> _Dataset_
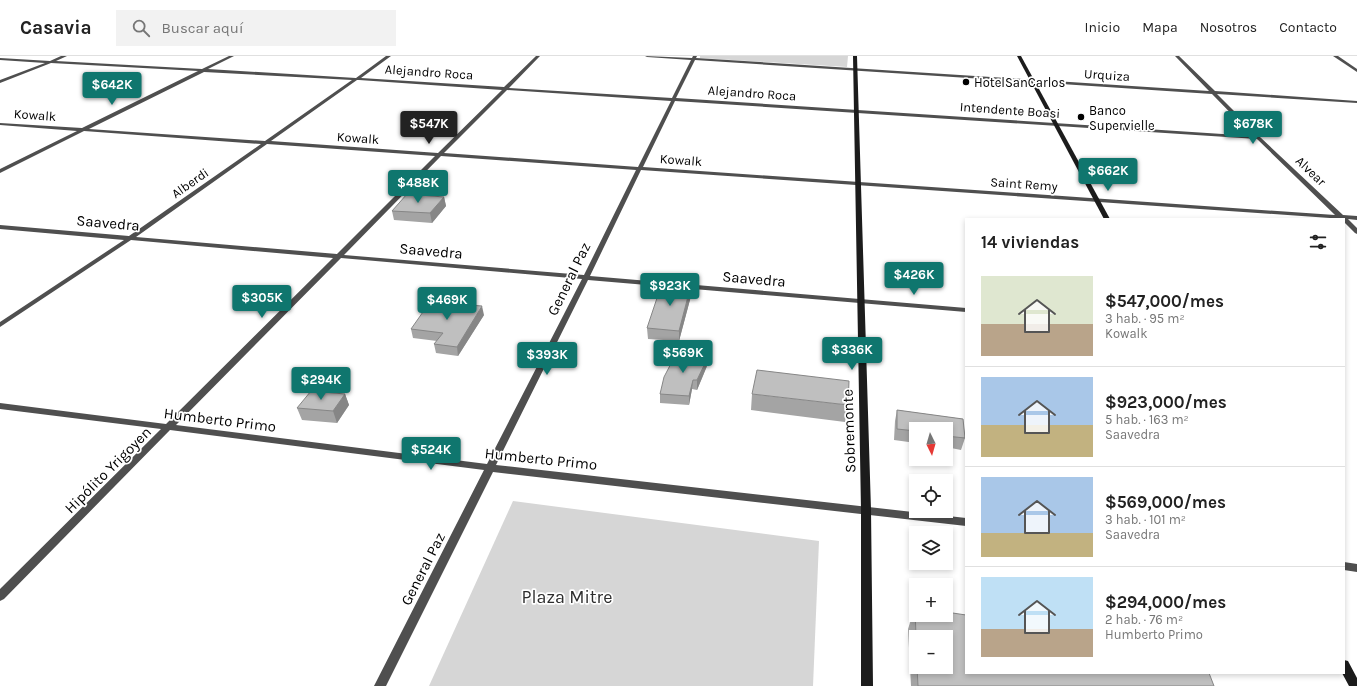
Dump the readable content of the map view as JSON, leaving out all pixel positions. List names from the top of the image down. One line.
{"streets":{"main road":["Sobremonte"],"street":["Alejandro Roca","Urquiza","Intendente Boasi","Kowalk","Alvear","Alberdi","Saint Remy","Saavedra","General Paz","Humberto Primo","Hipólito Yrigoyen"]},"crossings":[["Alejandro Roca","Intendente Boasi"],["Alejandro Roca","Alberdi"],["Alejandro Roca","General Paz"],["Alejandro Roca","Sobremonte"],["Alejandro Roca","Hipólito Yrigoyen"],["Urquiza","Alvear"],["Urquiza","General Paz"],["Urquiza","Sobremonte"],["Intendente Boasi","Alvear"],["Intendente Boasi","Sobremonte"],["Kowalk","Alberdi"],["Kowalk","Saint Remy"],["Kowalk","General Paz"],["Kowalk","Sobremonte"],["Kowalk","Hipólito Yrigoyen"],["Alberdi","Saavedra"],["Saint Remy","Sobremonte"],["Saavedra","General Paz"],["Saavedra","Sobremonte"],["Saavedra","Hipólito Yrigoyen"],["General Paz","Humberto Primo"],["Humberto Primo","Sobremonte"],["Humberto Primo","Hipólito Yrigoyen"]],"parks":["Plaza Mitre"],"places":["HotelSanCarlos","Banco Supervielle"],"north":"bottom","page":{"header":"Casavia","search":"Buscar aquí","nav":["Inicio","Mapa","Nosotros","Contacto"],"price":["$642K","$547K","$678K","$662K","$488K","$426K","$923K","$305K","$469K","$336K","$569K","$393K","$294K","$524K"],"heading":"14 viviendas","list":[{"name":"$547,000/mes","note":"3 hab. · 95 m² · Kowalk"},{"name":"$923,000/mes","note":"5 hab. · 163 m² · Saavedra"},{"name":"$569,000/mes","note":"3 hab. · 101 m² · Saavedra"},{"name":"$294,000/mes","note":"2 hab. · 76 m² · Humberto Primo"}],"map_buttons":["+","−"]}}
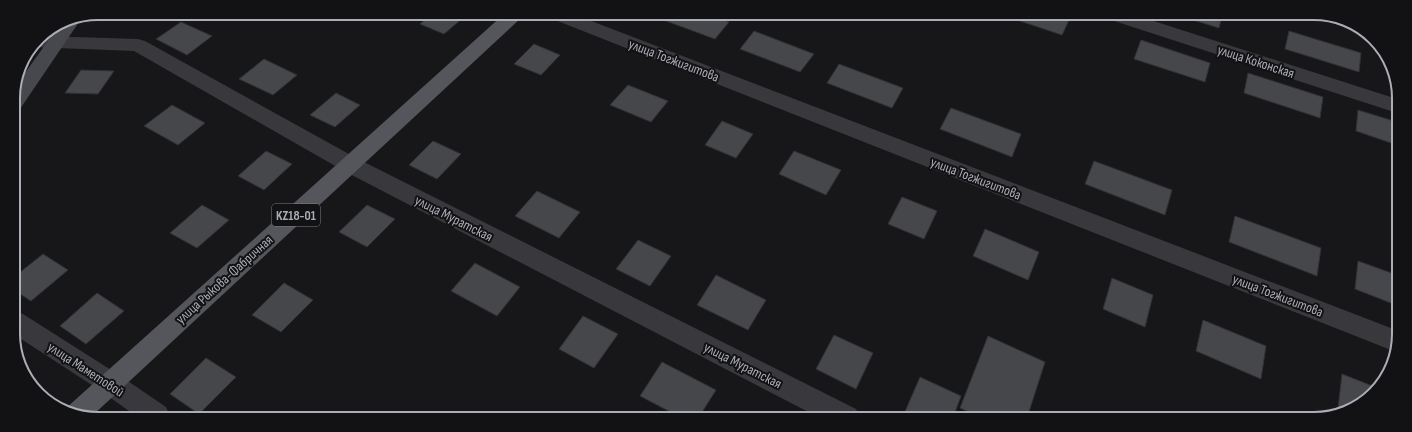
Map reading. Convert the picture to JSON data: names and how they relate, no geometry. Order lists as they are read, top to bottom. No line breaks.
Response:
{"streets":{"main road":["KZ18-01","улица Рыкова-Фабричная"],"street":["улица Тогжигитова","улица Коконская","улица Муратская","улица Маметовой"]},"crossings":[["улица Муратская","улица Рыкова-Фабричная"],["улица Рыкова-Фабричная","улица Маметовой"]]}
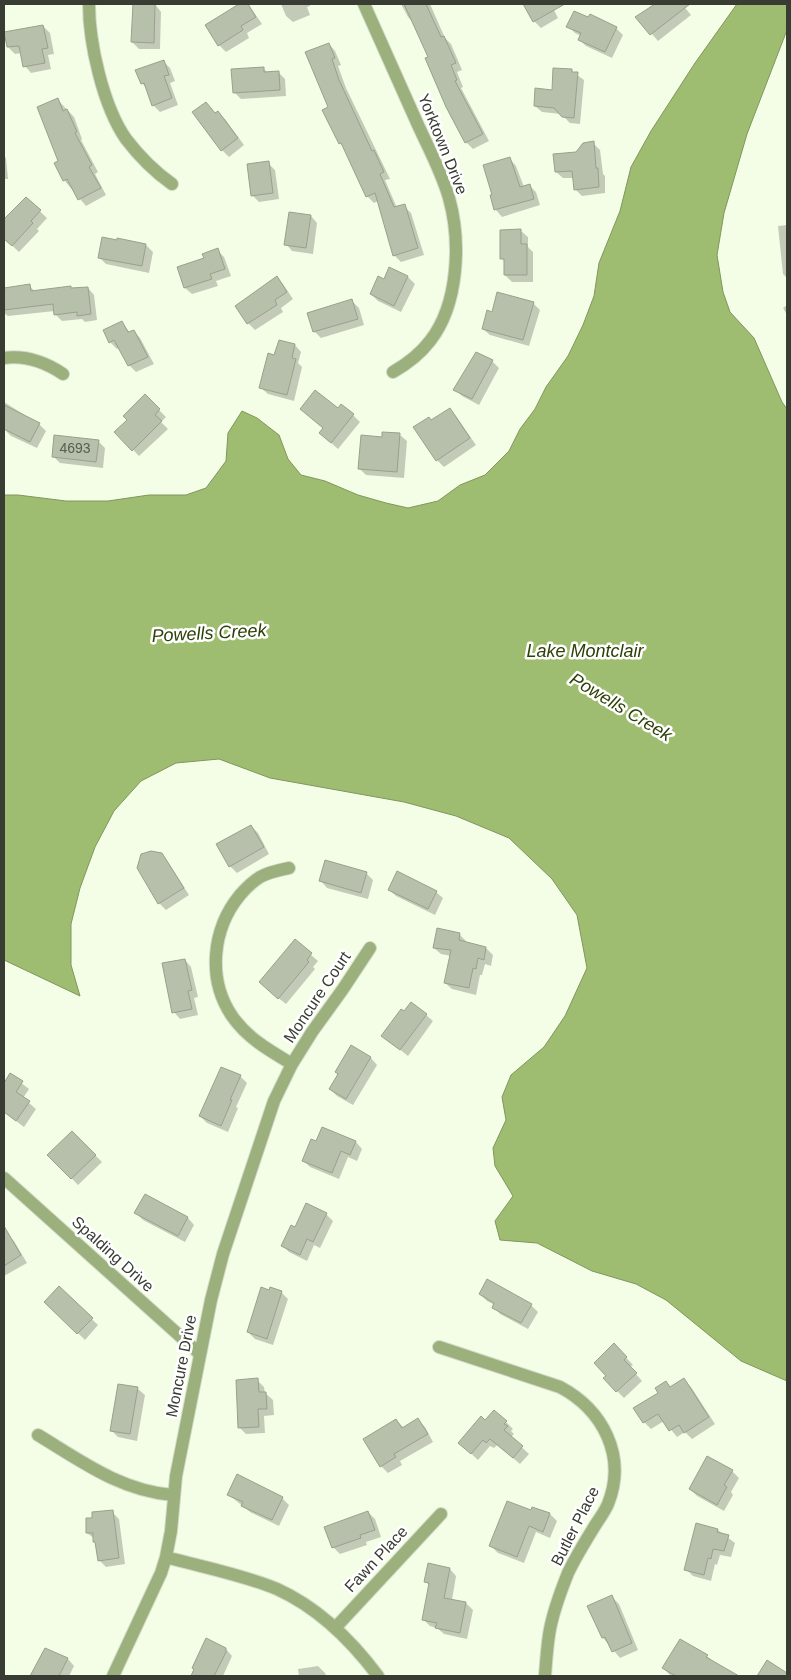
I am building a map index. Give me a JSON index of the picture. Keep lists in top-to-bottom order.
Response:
...
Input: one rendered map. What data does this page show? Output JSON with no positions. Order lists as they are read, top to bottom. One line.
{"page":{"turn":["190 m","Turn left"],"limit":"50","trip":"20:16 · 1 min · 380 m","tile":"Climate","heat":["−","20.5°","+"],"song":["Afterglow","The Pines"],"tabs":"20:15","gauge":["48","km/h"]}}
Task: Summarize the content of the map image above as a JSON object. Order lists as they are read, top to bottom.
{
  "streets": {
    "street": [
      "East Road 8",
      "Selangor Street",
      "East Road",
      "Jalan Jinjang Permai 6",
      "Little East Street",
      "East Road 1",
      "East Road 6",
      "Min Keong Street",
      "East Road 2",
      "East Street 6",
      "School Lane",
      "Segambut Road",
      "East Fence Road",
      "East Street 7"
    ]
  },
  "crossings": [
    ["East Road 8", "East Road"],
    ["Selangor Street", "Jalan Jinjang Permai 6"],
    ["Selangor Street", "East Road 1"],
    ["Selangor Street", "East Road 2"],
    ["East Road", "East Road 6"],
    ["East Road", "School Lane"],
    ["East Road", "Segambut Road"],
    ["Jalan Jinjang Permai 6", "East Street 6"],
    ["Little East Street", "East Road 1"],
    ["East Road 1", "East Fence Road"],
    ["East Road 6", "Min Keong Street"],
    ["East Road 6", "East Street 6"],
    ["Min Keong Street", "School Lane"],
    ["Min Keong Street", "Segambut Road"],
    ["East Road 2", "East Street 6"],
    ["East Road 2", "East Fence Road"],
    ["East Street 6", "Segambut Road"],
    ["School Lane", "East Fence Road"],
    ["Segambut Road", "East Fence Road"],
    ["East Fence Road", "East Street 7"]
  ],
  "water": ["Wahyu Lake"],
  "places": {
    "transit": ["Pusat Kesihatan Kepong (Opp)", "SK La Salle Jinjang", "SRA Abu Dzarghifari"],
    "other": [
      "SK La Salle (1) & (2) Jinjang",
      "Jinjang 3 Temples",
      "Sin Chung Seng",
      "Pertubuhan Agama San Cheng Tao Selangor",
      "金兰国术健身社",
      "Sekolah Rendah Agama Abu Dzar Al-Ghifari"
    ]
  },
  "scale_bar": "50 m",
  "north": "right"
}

> _What you should do_
Wherever the word "picture" appears in the data, return the whole line.

> _The completed task_
Map reading. Convert the picture to JSON data: names and how they relate, no geometry. Order lists as they are read, top to bottom. No line breaks.
I am building a map index. Give me a JSON index of the picture. Keep lists in top-to-bottom order.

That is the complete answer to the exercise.